What may seem nonetheless problematic about this rule is that it might be interpreted to say that we shouldn't believe it. But that depends on what exactly it means by 'certainty'. If it's certainty as in a subjective probability of 1, it might be true but uninteresting: we'll do fine with being almost-certain. And we could be almost-certain about the rule itself, as it doesn't preclude that. But if by 'certainty' it simply means high probability (not just 1), in the sense that we cannot be sure to any degree of anything, then it does undermine itself: if it's true we shouldn't believe it.

I mean the rule that "we cannot be certain about anything" must itself be certain, which breaks the rule. So in order for this rule to be applied it needs to be broken at least once which is for itself.

Certainty is immeasurable. A person is certain about something which he considers indisputable, true. Certainty is not a characteristic of a thing, but rather a mindset of someone who perceives that thing.

I wouldn't consider that "truism" a rule, nor a maxim, nor an axiom. Where is its proof? It is a meaningless good-sounding phrase.

• Certainty is measurable. Chance of rain is 30%. As for certainty as a mindset, please consider 'existential' instead of mindset - a specific vantage. Please see my answer for examples. – Randy Zeitman Mar 10 '19 at 21:53
• @Randy Zeitman, you equate chance with certainty. People can have different certainties about the "30%" chance of rain. – user96931 Mar 14 '19 at 16:21

We most often use the term truth for indicating facts and often these facts seem to exist for a long period. But these also disappear after a certain period. We always experience something immutable even though there happens growth and development to our body. The only thing that can be certain is the true nature of oneself and it is the Ultimate Truth. One becomes completely satisfied with that only thing. Other things cannot satisfy him always. And the satisfaction is only because it is immutable and he is 100% certain about it. Actually I should use more than 100%. Since there is no usage like 1000%, 10000% (with certainty), I don't wish to use it.

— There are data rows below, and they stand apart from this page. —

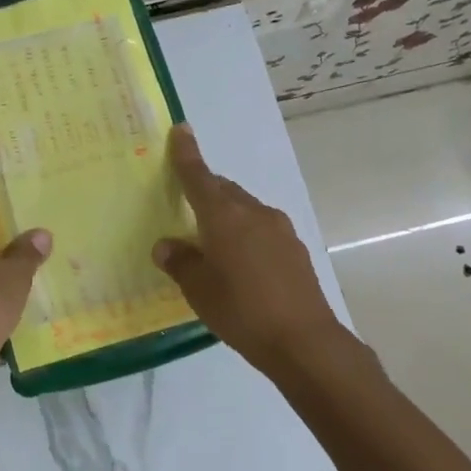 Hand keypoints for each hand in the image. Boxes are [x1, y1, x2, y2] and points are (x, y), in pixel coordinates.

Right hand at [153, 125, 347, 371]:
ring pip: (244, 209)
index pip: (199, 176)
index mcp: (224, 216)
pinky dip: (244, 233)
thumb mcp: (199, 290)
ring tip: (210, 240)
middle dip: (204, 190)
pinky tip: (239, 262)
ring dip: (226, 214)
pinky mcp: (294, 248)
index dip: (187, 154)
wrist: (304, 341)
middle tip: (185, 203)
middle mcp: (253, 212)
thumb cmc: (242, 311)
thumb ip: (180, 262)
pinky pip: (260, 228)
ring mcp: (279, 229)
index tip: (181, 130)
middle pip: (223, 190)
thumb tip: (166, 246) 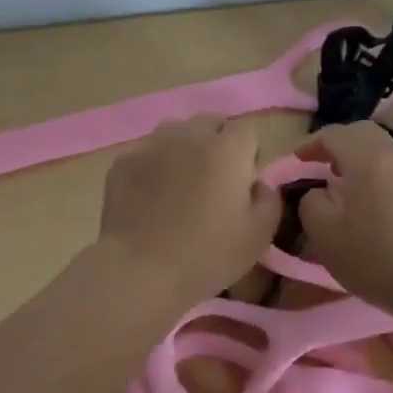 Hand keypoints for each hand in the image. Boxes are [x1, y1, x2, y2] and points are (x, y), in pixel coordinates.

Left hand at [97, 115, 282, 311]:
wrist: (141, 269)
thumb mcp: (258, 236)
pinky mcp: (123, 161)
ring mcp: (152, 145)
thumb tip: (259, 183)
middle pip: (210, 122)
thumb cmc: (207, 255)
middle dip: (217, 143)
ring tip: (180, 182)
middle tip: (214, 181)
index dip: (248, 155)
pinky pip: (146, 152)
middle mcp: (189, 136)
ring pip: (175, 131)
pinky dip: (153, 165)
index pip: (247, 131)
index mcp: (227, 149)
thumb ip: (269, 200)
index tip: (243, 183)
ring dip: (184, 148)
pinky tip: (149, 196)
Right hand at [296, 121, 392, 315]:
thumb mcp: (324, 233)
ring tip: (340, 183)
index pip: (334, 134)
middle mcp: (392, 156)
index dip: (311, 144)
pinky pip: (392, 168)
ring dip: (357, 157)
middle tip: (319, 164)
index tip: (296, 162)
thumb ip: (310, 204)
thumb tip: (317, 193)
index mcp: (366, 158)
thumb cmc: (374, 256)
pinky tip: (365, 200)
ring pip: (381, 149)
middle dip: (337, 143)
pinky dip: (373, 172)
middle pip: (363, 133)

The term 'Ananda' certainly conveys the certainty of something. https://en.wikipedia.org/wiki/%C4%80nanda_(Hindu_philosophy)

So I don't agree with this statement--"we cannot be certain about anything". IMHO, this is a wrong notion.

Also some people divided the things that we can know and the things we cannot, but even that have been doubted, so how exactly do we interpret this?

If this is true, our individual perception need not necessarily be 100% certain. There is a great chance of misapprehension. http://www.mahavidya.ca/2015/06/25/maya-the-concept-of-illusion/

So your doubt is reasonable, but except in the case of one thing and it is the thing that I have mentioned already. All other things come under the second category.

Does it mean that this rule simply isn't all around true and that we can know somethings with absolute certainty?

If you agree with the idea mentioned in the first para, the answer to this question must be "Yes".

It's completely absurd to say we cannot be 100% certain.

In fact we are 100% certain, existentially certain, of everything.

A simple example: You see someone across the street. Is that Joe? You're not sure.

So are you uncertain? Yep. 100%. Are you certain you're uncertain? Yep. 100%.

Conventionally you're not certain and there's no way to prove anything is 100% certain because how would that be determined? How can something be 'more than certain' to measure something is certain?

Existentially you're always 100% certain (that you are uncertain).

"It might rain tomorrow."

Are you sure? Absolutely.

Well that's 100% as "might" accounts for all possibilities.